Dataset content START

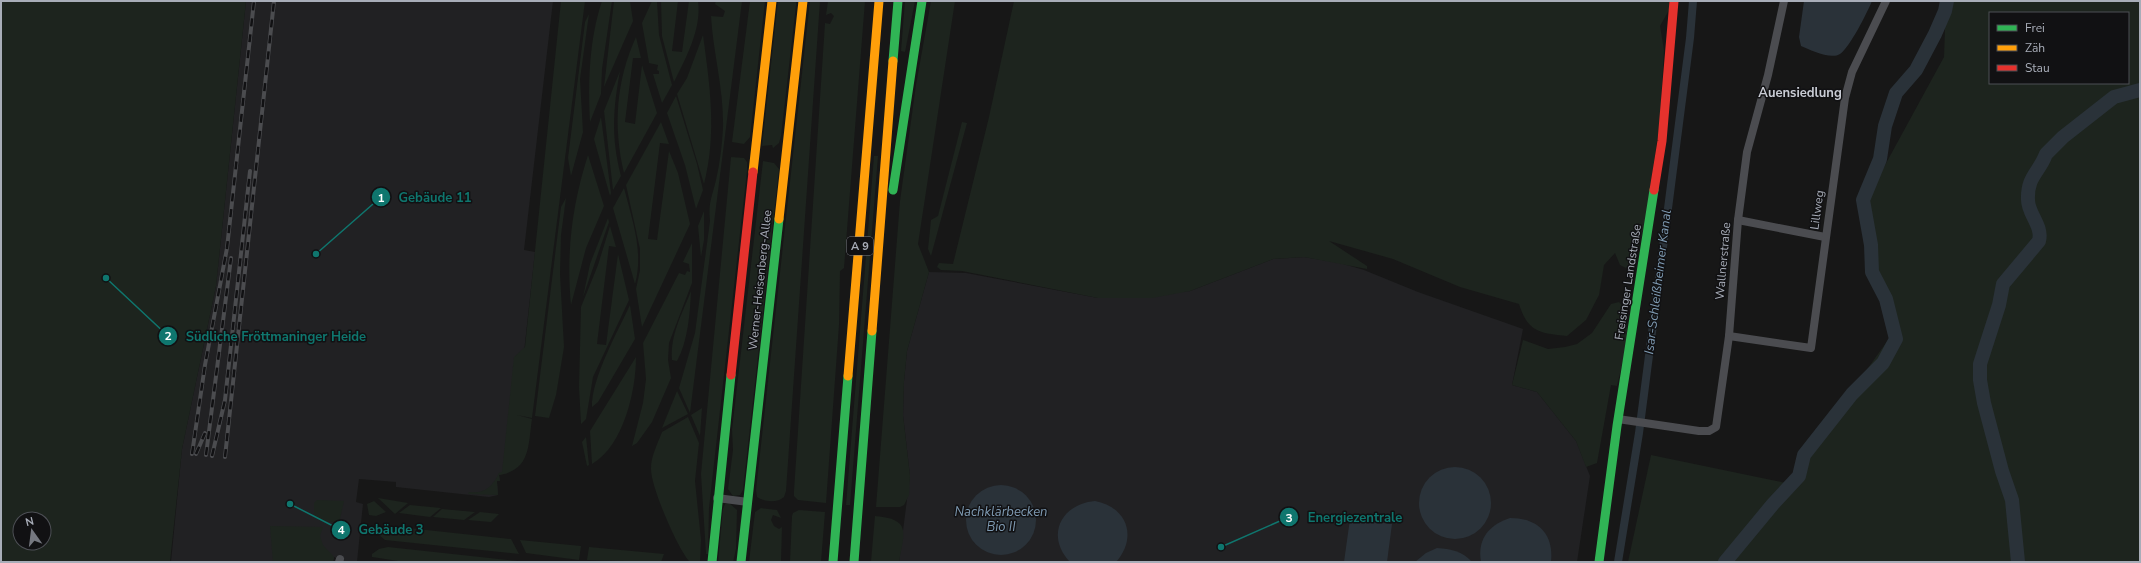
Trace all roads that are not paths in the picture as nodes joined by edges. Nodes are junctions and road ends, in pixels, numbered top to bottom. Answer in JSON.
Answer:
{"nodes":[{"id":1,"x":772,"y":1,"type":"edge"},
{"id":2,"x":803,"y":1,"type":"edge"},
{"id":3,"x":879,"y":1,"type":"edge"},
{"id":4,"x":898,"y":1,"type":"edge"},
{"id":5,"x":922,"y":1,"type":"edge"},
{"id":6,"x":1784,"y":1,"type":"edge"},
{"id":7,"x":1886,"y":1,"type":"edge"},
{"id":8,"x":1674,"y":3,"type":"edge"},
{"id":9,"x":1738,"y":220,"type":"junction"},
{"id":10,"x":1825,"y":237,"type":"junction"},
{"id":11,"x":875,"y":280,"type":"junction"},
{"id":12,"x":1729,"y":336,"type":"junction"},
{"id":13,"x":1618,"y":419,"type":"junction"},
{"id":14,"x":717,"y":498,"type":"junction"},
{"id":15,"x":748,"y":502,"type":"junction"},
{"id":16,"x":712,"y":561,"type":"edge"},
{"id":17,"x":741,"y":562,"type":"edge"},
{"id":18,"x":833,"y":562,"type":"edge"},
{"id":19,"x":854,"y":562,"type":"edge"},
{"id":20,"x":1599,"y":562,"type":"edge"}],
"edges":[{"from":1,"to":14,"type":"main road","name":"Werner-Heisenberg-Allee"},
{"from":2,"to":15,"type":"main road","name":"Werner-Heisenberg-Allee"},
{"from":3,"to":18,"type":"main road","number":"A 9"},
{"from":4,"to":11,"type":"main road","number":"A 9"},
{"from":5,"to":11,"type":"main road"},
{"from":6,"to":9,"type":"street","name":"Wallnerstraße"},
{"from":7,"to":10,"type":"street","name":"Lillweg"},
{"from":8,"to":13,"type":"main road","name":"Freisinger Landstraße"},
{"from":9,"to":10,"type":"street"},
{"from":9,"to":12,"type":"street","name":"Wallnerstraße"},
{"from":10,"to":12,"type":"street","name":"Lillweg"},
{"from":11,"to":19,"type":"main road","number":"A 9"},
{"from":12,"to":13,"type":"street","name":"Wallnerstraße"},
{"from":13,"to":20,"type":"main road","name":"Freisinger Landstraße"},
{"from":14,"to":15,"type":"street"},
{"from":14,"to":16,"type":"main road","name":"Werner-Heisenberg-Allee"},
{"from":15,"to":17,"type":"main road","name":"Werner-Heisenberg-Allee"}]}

Dataset content END
Dataset content START

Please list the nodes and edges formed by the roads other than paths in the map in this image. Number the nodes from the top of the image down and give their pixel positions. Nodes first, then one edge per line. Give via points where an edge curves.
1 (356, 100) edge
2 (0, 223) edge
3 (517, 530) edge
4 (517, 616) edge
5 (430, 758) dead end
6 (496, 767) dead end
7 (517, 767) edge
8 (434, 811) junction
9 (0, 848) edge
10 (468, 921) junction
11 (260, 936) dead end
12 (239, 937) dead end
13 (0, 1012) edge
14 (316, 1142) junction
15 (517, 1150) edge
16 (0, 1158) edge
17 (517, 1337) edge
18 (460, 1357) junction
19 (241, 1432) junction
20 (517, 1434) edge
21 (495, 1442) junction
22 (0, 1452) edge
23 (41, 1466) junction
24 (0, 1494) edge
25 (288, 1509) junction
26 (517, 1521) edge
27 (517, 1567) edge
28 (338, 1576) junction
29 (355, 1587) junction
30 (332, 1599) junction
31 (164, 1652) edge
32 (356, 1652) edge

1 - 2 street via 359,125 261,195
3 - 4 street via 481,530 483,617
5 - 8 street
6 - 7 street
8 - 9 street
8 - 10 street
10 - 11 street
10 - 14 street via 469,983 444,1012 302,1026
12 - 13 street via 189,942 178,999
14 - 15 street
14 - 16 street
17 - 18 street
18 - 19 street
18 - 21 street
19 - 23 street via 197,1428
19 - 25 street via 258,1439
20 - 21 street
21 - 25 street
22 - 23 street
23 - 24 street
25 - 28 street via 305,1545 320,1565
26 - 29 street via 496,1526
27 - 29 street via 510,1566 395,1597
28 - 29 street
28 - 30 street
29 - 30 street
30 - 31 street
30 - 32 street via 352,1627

Dataset content END

Instructions for the task -
Since only the total is wanted, work out how many lines of the data above contain "Lillweg" and state it alone.

Answer to this exercise -
2